◆ EXERCISE ◆
Your answer should consist of all lines in the listing that hold the word "Tagliati".
==*==
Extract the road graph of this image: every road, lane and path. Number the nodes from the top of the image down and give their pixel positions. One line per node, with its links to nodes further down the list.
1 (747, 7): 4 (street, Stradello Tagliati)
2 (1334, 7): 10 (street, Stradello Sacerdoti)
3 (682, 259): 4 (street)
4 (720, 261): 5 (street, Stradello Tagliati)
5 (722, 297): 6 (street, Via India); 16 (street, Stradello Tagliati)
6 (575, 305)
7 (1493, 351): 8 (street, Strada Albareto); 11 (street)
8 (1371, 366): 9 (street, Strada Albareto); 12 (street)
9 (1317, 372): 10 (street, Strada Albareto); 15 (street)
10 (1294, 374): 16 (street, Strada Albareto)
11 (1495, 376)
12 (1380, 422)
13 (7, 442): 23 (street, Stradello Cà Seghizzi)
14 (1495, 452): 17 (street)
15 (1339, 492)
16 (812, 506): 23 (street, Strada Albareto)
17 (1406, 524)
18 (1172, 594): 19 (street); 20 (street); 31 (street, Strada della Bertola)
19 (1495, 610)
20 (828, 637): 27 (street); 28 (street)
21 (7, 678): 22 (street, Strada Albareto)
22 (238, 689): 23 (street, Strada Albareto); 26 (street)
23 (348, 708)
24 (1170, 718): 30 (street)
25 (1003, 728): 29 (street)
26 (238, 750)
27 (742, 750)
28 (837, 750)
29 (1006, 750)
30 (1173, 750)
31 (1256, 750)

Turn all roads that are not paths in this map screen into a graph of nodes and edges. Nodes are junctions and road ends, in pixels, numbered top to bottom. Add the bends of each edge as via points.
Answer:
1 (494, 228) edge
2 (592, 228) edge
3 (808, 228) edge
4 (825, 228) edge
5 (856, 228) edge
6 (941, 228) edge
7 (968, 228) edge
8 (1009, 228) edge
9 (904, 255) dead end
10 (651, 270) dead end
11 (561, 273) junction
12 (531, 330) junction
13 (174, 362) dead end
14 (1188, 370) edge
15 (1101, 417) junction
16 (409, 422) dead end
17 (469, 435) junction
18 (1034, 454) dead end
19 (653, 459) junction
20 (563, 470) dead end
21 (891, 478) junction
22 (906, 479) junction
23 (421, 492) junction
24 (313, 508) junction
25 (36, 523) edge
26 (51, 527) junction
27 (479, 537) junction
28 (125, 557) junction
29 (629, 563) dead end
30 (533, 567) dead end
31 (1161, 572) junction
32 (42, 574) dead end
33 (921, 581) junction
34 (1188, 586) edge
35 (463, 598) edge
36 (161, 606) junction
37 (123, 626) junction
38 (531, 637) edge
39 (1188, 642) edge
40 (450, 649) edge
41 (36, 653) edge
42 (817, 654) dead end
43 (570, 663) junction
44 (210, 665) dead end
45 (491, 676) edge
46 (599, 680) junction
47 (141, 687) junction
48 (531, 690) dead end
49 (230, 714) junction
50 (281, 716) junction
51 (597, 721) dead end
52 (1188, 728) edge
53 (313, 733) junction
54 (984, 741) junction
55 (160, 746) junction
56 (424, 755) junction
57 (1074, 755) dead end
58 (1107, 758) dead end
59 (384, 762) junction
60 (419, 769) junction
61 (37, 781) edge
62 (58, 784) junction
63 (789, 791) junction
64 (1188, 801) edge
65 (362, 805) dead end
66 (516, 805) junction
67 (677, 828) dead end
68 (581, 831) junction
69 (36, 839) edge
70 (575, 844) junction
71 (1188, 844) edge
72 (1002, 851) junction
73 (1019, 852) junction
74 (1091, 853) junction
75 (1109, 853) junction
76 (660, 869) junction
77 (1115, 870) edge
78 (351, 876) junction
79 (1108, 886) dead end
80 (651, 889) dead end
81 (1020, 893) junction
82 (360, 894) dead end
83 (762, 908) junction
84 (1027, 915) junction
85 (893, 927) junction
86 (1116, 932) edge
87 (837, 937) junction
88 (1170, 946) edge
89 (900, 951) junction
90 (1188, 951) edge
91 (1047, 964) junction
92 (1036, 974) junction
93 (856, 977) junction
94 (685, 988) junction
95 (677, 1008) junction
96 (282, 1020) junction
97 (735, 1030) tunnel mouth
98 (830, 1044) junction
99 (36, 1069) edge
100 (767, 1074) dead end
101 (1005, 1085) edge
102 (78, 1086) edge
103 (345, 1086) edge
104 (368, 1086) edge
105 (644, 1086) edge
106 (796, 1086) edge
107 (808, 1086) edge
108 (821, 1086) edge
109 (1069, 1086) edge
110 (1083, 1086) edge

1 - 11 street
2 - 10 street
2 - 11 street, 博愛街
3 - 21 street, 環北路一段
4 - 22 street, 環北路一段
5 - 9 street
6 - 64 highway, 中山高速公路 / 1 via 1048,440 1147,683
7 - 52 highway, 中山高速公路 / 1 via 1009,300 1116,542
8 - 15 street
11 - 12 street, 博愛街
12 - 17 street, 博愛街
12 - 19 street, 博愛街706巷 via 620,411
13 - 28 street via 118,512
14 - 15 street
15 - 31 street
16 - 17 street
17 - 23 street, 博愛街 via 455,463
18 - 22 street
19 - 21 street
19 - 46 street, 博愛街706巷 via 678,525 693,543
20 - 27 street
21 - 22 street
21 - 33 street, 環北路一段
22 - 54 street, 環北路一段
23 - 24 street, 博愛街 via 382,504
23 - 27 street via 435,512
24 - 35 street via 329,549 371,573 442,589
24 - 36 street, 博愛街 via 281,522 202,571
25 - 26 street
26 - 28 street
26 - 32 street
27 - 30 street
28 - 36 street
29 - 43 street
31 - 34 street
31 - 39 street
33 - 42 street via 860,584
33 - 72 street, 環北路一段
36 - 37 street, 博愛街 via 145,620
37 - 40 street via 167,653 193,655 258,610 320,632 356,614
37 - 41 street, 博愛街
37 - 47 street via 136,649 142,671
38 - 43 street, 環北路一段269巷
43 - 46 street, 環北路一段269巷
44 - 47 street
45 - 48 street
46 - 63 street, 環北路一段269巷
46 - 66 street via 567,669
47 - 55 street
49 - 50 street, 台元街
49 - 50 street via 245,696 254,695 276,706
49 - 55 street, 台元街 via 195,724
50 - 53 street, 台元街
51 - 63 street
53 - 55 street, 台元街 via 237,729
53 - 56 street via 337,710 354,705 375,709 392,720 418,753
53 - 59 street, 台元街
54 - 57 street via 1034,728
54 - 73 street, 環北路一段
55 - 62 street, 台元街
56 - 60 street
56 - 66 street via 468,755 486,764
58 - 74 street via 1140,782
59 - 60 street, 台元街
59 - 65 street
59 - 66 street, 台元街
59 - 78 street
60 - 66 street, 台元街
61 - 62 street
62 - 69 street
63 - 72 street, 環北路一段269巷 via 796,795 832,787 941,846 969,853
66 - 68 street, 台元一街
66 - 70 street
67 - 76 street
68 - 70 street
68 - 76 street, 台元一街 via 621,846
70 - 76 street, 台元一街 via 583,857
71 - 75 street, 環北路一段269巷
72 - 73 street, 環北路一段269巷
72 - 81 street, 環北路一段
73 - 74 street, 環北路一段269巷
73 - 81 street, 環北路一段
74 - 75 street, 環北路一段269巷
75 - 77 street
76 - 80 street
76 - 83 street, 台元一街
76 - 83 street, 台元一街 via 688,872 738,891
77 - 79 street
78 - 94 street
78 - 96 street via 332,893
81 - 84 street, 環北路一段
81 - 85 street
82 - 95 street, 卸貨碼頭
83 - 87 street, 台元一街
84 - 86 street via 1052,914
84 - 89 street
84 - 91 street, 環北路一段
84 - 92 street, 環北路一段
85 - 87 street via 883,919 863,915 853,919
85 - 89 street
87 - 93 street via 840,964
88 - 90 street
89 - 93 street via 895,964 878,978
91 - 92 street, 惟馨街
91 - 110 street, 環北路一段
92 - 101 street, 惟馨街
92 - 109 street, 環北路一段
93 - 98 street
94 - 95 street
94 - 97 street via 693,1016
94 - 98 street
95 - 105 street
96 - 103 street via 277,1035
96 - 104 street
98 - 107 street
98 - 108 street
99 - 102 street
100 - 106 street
==*==
◆ OUTPUT OF THE EXERCISE ◆
1 (747, 7): 4 (street, Stradello Tagliati)
4 (720, 261): 5 (street, Stradello Tagliati)
5 (722, 297): 6 (street, Via India); 16 (street, Stradello Tagliati)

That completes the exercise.